• DATASET ENTRIES:
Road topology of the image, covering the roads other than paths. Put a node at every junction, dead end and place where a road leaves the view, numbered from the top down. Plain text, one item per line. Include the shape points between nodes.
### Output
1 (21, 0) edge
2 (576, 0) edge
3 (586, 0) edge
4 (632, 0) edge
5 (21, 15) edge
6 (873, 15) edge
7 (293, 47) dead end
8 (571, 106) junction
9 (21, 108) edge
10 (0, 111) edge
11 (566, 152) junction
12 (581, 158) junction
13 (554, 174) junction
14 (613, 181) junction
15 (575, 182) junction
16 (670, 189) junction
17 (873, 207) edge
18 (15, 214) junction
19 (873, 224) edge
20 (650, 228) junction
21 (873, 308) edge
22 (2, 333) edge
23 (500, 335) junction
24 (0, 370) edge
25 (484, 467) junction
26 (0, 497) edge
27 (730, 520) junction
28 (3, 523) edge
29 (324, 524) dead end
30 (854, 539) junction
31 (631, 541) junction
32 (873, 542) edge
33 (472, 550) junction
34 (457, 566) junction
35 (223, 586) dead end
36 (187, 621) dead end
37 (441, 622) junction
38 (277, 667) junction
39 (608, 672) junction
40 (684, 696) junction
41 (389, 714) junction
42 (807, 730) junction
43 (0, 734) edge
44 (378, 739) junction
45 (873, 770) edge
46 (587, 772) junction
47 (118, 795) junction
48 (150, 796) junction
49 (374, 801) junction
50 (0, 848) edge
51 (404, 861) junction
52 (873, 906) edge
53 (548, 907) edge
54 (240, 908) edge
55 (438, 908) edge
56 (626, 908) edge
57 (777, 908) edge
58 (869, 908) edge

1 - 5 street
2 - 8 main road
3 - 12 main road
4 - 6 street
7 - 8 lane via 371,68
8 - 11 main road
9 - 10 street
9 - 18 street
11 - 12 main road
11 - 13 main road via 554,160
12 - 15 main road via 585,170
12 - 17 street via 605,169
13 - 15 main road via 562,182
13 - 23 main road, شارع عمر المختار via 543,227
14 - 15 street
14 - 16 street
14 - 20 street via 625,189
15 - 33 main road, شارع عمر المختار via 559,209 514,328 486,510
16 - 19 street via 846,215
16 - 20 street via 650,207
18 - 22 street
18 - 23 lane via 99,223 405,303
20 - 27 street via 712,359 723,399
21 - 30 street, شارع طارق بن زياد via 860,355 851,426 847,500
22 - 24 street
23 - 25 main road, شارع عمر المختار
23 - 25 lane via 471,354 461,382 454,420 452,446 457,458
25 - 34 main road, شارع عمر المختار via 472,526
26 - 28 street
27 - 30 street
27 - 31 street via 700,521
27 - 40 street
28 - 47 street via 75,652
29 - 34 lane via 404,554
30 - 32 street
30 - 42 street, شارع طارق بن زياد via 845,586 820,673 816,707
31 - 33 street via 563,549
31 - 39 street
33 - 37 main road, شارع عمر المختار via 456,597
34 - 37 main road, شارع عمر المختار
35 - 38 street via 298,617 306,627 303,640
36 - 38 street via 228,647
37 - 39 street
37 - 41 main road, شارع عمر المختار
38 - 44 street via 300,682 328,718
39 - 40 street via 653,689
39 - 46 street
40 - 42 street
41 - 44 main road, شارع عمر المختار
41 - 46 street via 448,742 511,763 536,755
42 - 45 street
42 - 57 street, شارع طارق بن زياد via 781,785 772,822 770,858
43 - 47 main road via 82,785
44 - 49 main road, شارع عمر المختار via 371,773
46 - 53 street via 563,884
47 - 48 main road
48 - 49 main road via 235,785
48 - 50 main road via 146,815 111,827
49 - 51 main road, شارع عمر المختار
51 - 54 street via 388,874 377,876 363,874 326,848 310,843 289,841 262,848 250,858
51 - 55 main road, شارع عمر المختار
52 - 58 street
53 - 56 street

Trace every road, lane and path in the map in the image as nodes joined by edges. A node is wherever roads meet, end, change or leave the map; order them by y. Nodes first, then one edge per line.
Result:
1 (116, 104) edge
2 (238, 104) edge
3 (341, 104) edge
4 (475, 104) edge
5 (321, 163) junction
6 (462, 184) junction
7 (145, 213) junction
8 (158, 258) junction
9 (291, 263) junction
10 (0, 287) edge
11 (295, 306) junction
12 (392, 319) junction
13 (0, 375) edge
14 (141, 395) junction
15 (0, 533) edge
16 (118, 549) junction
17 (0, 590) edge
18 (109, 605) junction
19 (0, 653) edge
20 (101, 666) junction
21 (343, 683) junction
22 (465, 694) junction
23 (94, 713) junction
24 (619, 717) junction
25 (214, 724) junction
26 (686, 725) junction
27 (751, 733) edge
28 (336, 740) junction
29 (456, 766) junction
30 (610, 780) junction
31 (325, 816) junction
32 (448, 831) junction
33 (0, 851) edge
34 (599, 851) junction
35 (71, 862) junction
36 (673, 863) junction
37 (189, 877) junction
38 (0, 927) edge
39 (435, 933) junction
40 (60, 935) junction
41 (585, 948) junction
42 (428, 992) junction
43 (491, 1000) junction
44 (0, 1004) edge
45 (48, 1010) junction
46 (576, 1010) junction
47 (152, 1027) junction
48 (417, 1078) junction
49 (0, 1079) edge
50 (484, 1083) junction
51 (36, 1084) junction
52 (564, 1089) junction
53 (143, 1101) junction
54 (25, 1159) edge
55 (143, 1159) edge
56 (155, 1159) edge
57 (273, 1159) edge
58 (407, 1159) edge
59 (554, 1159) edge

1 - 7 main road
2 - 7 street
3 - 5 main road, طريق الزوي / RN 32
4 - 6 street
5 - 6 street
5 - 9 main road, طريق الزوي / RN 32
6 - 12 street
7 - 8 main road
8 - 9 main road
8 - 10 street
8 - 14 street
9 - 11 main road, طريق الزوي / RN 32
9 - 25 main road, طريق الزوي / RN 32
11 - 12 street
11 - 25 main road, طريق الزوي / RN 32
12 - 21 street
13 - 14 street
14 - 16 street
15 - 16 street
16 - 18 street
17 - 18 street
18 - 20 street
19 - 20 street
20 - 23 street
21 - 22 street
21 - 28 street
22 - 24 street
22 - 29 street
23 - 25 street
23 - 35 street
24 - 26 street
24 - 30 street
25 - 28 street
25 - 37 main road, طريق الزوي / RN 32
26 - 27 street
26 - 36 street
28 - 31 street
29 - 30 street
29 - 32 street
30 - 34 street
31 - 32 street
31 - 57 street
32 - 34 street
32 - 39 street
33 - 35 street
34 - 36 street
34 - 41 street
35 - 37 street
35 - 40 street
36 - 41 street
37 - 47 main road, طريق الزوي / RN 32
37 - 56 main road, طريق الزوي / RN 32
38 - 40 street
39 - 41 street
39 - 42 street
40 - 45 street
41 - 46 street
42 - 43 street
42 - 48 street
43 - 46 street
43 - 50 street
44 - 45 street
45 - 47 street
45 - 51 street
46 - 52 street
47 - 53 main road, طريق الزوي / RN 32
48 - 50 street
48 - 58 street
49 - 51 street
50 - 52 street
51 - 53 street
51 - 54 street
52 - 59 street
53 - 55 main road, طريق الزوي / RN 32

• PROMPT: Show the lines of the records that include the string "roads".

• YOUR RESPONSE:
Road topology of the image, covering the roads other than paths. Put a node at every junction, dead end and place where a road leaves the view, numbered from the top down. Plain text, one item per line. Include the shape points between nodes.
Trace every road, lane and path in the map in the image as nodes joined by edges. A node is wherever roads meet, end, change or leave the map; order them by y. Nodes first, then one edge per line.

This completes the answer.